Not sure if that's a fair statement. Stereophile rated it Class A... and both Art Dudley and Sam Tellig's comments where quite favorable, with only John Atkinson dissenting, complaining of excessive bass and the need to use it in a larger room.
The Absolute Sound praised the M-40.1 extensively and awarded it their Golden Ear Award.
The speaker is a proven winner... maybe not everyone's cup of tea when it comes to aesthetics, and it does not have the audiophile "wow" factor that some are always seeking, but find hard to nail down.
Agreed. It is primarily the dispersion that JA is uncomofortable with and the "untidiness at 800 Hz". (I think he is perhaps suggesting woofer breakup might be occuring at audible levels arpund 800 Hz - only down 24 db - a more aggresive x-over slope could eliminate that - although this may give added warmth particularly on male vocals)
James63 wrote: "I don't get how you could go through the effort of making/buying great drivers and using a so so box."
If I can hazard a guess as to the direction you're coming from, there are two broad categories when it comes to speaker cabinets.
One is the Harbeth/Spendor/BBC approach which acknowledges the existence of the back wave of the speaker cone and sets out to do something to help dissipate it. Their practice is to make a very carefully crafted "lossy" cabinet that acts as a "crumple zone" would in a car crash to absorb a lot of that energy. The energy that is absorbed by the cabinet reduces the amount radiated into the room at frequencies where the ear is most sensitive.
The opposite approach is to make an ultra rigid cabinet. The one drawback to this approach is the speaker cone still produces a rear wave. This energy does not magically go away by itself. If the speaker designer doesn't do something with it, you can find that energy re-radiated back into the room through the driver's cone. Energy in the lower voice range is not well absorbed just by speaker stuffing so the designer has to think of other things to do with it.
Each approach - and the variants in between as well as dipole and other boxless designs - has its following, just like car enthusiasts or the subgroups that develop in any other hobby.
However, calling the Harbeth a "so-so box" ignores the extensive effort that went into the speaker as well as the philosophy behind it. It would be just as easy to look at any of the tall, narrow speakers that are popular these days and insulting their designers for complicating the baffle step effect for the sake of furniture fashion.

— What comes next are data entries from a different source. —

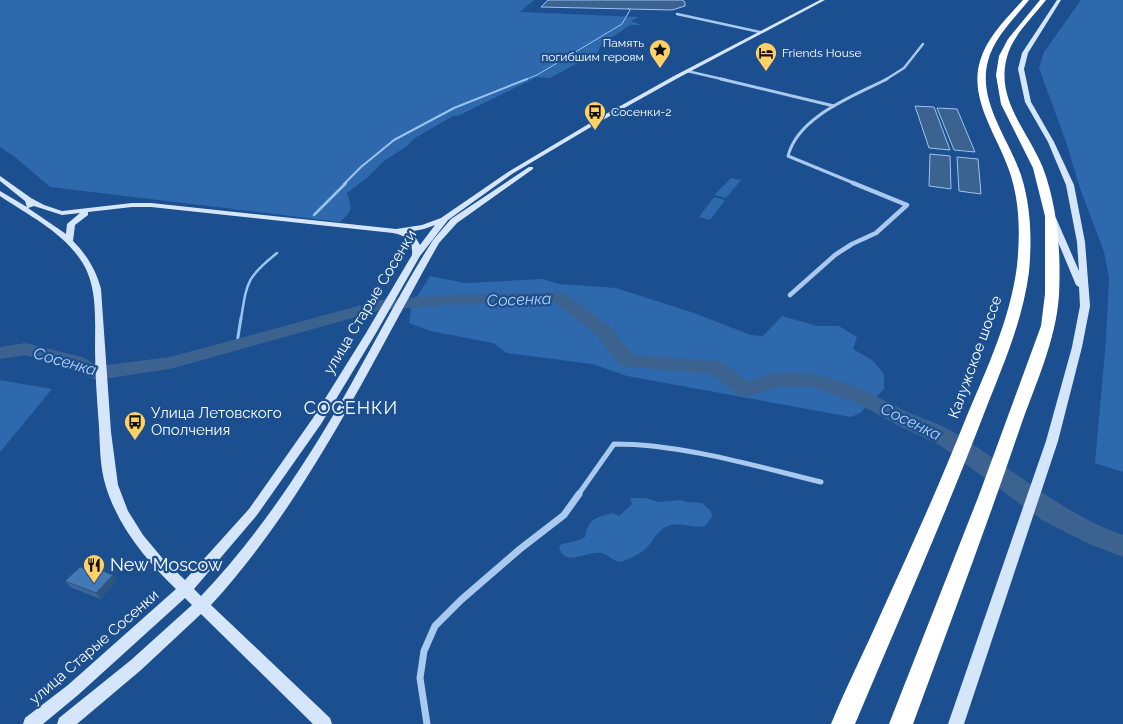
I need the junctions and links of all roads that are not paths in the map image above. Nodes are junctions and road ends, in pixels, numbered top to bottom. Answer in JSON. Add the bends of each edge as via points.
{"nodes":[{"id":1,"x":823,"y":0,"type":"edge"},
{"id":2,"x":828,"y":0,"type":"edge"},
{"id":3,"x":1026,"y":0,"type":"edge"},
{"id":4,"x":1044,"y":0,"type":"edge"},
{"id":5,"x":1059,"y":0,"type":"edge"},
{"id":6,"x":677,"y":14,"type":"dead end"},
{"id":7,"x":760,"y":32,"type":"junction"},
{"id":8,"x":923,"y":44,"type":"dead end"},
{"id":9,"x":690,"y":71,"type":"junction"},
{"id":10,"x":834,"y":106,"type":"junction"},
{"id":11,"x":0,"y":178,"type":"edge"},
{"id":12,"x":0,"y":193,"type":"edge"},
{"id":13,"x":28,"y":200,"type":"junction"},
{"id":14,"x":96,"y":209,"type":"junction"},
{"id":15,"x":34,"y":216,"type":"junction"},
{"id":16,"x":1051,"y":216,"type":"junction"},
{"id":17,"x":445,"y":218,"type":"junction"},
{"id":18,"x":393,"y":231,"type":"junction"},
{"id":19,"x":70,"y":240,"type":"junction"},
{"id":20,"x":416,"y":254,"type":"junction"},
{"id":21,"x":1084,"y":293,"type":"junction"},
{"id":22,"x":790,"y":295,"type":"dead end"},
{"id":23,"x":378,"y":334,"type":"junction"},
{"id":24,"x":821,"y":482,"type":"dead end"},
{"id":25,"x":186,"y":589,"type":"junction"},
{"id":26,"x":202,"y":605,"type":"junction"},
{"id":27,"x":32,"y":724,"type":"edge"},
{"id":28,"x":66,"y":724,"type":"edge"},
{"id":29,"x":324,"y":724,"type":"edge"},
{"id":30,"x":427,"y":724,"type":"edge"},
{"id":31,"x":842,"y":724,"type":"edge"},
{"id":32,"x":901,"y":724,"type":"edge"},
{"id":33,"x":956,"y":724,"type":"edge"}],
"edges":[{"from":1,"to":7,"type":"main road","name":"улица Старые Сосенки"},
{"from":2,"to":9,"type":"main road","name":"улица Старые Сосенки"},
{"from":3,"to":31,"type":"highway","name":"Калужское шоссе","via":[[997,37],[982,68],[985,103],[1017,176],[1024,212],[1024,254],[1014,316],[955,468]]},
{"from":4,"to":16,"type":"highway","via":[[1012,39],[1003,56],[1000,75],[1005,104],[1038,168]]},
{"from":5,"to":21,"type":"main road","via":[[1025,53],[1021,69],[1028,102],[1070,185],[1081,242]]},
{"from":6,"to":7,"type":"street"},
{"from":7,"to":9,"type":"main road","name":"улица Старые Сосенки"},
{"from":8,"to":10,"type":"street","via":[[901,71]]},
{"from":9,"to":10,"type":"street"},
{"from":9,"to":17,"type":"main road","name":"улица Старые Сосенки","via":[[534,158]]},
{"from":9,"to":23,"type":"main road","name":"улица Старые Сосенки","via":[[584,134],[454,221],[436,242]]},
{"from":10,"to":22,"type":"street","via":[[802,129],[787,150],[788,156],[907,205],[876,233],[835,255]]},
{"from":11,"to":13,"type":"main road"},
{"from":12,"to":15,"type":"main road"},
{"from":13,"to":14,"type":"main road","via":[[52,212]]},
{"from":13,"to":15,"type":"main road"},
{"from":14,"to":18,"type":"main road","via":[[151,205]]},
{"from":14,"to":19,"type":"main road","via":[[75,219],[71,224]]},
{"from":15,"to":19,"type":"main road"},
{"from":16,"to":21,"type":"main road"},
{"from":16,"to":32,"type":"highway","via":[[1052,294],[1048,326]]},
{"from":17,"to":18,"type":"main road","via":[[424,227]]},
{"from":17,"to":20,"type":"main road","name":"улица Старые Сосенки"},
{"from":18,"to":20,"type":"main road","via":[[413,238]]},
{"from":19,"to":25,"type":"main road","via":[[96,280],[107,458],[113,490],[123,516],[138,540]]},
{"from":20,"to":23,"type":"main road","name":"улица Старые Сосенки"},
{"from":21,"to":33,"type":"main road","via":[[1085,306],[1077,347],[1052,441]]},
{"from":23,"to":25,"type":"main road","name":"улица Старые Сосенки","via":[[253,512]]},
{"from":23,"to":26,"type":"main road","name":"улица Старые Сосенки","via":[[316,455],[244,558]]},
{"from":24,"to":30,"type":"street","via":[[733,460],[637,444],[614,444],[564,515],[461,600],[436,626],[424,651],[420,678]]},
{"from":25,"to":26,"type":"main road"},
{"from":25,"to":27,"type":"main road","name":"улица Старые Сосенки"},
{"from":26,"to":28,"type":"main road","name":"улица Старые Сосенки"},
{"from":26,"to":29,"type":"main road"}]}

This is a fascinating discussion and I thank all who have contributed to this enlightening exchange. Someone commented that many a speaker gets similar attention in the forums, and wondered why Harbeth was singled out thus implying there is no reason for this distinction. Insofar as I agree with the former, I respectfully disagree with the latter. I don't know of any other speaker whose owners talk about angels singing through it and seem to have such close connection with it. Perhaps a Harbeth appeals to the type of people who are more emotional than most and romanticize sound more than most, rather than creates this type of emotion to begin with. Either way, this thread indicates to me that Harbeth indeed is a different breed of speaker and I'm looking forward to auditioning a pair soon.
Awesome thread guys. Thank you!
OHM speakers (www.ohmspeakers.com) have a unique and large scale following as well, both in and out of the high end niche. Distinctive sound and design, high value, the same basic approach more or less for about 40 years now, and outstanding customer service, which always helps. I've stuck with them for over 30 years and am still content.

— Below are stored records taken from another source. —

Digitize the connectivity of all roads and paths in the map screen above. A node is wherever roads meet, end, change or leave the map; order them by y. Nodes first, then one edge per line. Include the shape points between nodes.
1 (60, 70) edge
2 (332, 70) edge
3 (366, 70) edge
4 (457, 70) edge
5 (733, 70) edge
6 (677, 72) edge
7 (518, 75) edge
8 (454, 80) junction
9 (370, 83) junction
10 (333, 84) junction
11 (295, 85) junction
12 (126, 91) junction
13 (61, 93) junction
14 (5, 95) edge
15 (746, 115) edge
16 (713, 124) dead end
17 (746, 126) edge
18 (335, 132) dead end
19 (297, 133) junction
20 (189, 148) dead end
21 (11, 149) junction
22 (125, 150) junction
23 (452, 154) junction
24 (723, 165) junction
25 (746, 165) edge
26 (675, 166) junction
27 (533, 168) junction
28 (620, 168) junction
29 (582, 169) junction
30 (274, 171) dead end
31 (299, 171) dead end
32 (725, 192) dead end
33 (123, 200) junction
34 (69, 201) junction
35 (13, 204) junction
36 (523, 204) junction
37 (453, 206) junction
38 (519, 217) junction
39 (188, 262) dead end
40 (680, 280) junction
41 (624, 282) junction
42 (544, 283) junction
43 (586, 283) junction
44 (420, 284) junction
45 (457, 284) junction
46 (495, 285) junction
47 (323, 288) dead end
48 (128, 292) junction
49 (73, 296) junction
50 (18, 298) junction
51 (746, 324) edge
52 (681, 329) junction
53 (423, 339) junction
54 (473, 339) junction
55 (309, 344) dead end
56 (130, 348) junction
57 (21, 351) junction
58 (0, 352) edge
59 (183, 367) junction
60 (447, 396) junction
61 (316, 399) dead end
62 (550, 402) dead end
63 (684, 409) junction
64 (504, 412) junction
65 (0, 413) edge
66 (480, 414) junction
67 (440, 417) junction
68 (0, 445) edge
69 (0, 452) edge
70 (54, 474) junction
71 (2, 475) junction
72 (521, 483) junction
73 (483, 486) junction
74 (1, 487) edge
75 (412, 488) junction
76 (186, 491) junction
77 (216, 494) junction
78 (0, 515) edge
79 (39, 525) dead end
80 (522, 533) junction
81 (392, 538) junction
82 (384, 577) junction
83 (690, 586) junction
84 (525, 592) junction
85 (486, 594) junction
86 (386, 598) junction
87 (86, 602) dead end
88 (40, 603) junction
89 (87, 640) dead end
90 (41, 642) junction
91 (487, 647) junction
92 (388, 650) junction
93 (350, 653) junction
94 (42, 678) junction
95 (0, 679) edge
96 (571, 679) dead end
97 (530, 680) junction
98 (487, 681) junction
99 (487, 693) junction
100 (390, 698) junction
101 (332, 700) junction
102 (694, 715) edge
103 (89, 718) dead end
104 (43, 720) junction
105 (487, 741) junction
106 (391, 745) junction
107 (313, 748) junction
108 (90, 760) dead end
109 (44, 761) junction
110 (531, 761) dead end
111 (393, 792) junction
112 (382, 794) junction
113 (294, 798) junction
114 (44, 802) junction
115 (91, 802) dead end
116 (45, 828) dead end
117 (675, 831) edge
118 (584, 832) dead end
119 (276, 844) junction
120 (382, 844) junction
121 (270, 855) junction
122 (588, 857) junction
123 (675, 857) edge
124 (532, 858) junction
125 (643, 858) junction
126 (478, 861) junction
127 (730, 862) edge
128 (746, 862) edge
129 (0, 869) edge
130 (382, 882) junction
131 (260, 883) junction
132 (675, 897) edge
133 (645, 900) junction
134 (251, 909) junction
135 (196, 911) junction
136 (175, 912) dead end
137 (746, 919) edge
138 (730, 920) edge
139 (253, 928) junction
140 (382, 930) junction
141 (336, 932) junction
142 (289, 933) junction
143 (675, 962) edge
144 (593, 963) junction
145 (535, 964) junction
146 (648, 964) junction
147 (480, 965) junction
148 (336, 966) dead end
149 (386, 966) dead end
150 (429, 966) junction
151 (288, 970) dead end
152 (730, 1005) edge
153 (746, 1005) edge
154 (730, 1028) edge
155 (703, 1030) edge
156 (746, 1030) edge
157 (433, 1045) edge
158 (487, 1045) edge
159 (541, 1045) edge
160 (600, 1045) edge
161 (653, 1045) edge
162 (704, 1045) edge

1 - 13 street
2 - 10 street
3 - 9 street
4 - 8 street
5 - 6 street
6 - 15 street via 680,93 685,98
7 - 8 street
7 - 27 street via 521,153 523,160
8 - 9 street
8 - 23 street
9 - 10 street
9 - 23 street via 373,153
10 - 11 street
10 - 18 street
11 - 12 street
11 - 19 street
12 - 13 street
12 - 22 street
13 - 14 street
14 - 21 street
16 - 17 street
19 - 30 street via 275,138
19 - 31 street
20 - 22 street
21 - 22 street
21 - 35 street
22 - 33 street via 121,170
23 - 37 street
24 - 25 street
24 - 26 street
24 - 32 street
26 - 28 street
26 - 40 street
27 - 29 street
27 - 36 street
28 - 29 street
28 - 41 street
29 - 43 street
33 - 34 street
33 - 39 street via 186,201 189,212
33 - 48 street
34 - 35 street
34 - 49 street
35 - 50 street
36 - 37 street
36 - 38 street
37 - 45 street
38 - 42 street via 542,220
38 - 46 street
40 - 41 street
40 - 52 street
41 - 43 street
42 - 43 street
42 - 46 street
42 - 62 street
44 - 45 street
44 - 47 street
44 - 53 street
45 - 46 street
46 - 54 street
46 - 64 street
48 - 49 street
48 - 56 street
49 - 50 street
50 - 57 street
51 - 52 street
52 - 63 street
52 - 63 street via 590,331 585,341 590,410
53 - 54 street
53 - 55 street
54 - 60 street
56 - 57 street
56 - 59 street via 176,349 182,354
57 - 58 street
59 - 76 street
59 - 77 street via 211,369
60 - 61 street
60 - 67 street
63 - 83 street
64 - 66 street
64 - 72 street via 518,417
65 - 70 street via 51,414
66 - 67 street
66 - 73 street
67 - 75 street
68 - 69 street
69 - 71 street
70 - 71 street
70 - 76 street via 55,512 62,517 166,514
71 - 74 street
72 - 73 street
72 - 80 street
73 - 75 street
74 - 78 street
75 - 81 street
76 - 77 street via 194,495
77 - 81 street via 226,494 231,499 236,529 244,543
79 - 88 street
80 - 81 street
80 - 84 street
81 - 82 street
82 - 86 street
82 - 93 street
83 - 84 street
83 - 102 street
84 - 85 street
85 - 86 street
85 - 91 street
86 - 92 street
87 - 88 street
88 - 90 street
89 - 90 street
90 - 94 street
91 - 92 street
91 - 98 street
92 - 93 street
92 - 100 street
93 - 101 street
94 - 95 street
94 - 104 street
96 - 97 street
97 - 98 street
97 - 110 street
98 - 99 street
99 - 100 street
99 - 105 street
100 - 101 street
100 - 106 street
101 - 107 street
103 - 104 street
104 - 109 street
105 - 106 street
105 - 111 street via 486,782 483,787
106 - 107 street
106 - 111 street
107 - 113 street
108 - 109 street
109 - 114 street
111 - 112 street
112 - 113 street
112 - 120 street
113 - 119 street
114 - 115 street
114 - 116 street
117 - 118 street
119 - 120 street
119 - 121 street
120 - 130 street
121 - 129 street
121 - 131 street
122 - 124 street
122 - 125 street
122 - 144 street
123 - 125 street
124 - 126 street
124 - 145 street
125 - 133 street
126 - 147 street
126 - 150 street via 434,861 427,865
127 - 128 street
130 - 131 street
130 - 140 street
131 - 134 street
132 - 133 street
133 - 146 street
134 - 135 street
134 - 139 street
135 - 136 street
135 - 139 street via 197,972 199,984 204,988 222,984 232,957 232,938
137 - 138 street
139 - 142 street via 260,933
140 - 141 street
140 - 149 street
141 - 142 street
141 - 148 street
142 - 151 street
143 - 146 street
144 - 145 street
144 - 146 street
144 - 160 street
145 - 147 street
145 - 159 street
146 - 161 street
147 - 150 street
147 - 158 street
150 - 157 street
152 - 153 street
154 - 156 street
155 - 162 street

Their older conventional box designs like the Es, Ls, C2s, and Hs refurbished from the factory, could make for a lower cost alternative to Harbeth to consider. They are made in the USA in Brooklyn, NY as well.

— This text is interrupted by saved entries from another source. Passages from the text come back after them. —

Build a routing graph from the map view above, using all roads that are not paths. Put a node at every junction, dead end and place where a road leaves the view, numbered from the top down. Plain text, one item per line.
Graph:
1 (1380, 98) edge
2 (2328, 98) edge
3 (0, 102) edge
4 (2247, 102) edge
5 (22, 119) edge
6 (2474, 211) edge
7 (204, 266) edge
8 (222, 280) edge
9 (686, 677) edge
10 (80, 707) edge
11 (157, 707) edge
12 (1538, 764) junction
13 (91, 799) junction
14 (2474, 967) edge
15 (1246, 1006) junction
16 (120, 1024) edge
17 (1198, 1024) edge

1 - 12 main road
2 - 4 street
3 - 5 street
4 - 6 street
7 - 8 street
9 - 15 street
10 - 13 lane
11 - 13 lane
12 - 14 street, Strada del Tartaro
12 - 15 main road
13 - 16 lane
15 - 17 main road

I see your comments on the box design and you have a valid point that a lot of thought went into the box design. Again I have never heard them but the problem with the absorption method is that it will only work at certain frequencies.
But I was really just commenting on the very wide boxy shape that will definitely lead to a lot of unwanted diffraction and poor off axis tonal balance. The wide front baffle will lead to beaming at high frequencies and the Harbeths are wide enough (larger models) that the beaming effect could even reach down into the midrange.
But don't take my word for it I am no expert by any means. You can see in the Stereophile lateral response graph the the off axis response is very poor. This would make them very hard to work into my narrow (12X20) room where I get a lot of side wall energy.
Again I have never heard them but the problem with the absorption method is that it will only work at certain frequencies.And the frequencies it does work well at are the frequencies where human hearing is most sensitive.
You forgot to address the point that with rigid wall speaker cabinets, the rear wave simply doesn't magically go away. Your re-radiation problem is still there - it has simply been moved to a different spot.
From a historical standpoint, keep in mind this cabinet type was designed by the BBC for monitoring purposes. There was a lot of reasoned thought and study that went into them by a group of very talented designers whose primary goal was to give the recording engineers an honest representation of their work.
Keep in mind that every choice one makes in engineering any product involves a compromise. When one addresses one problem, there is always another one created. The question is which of the issues is less a problem?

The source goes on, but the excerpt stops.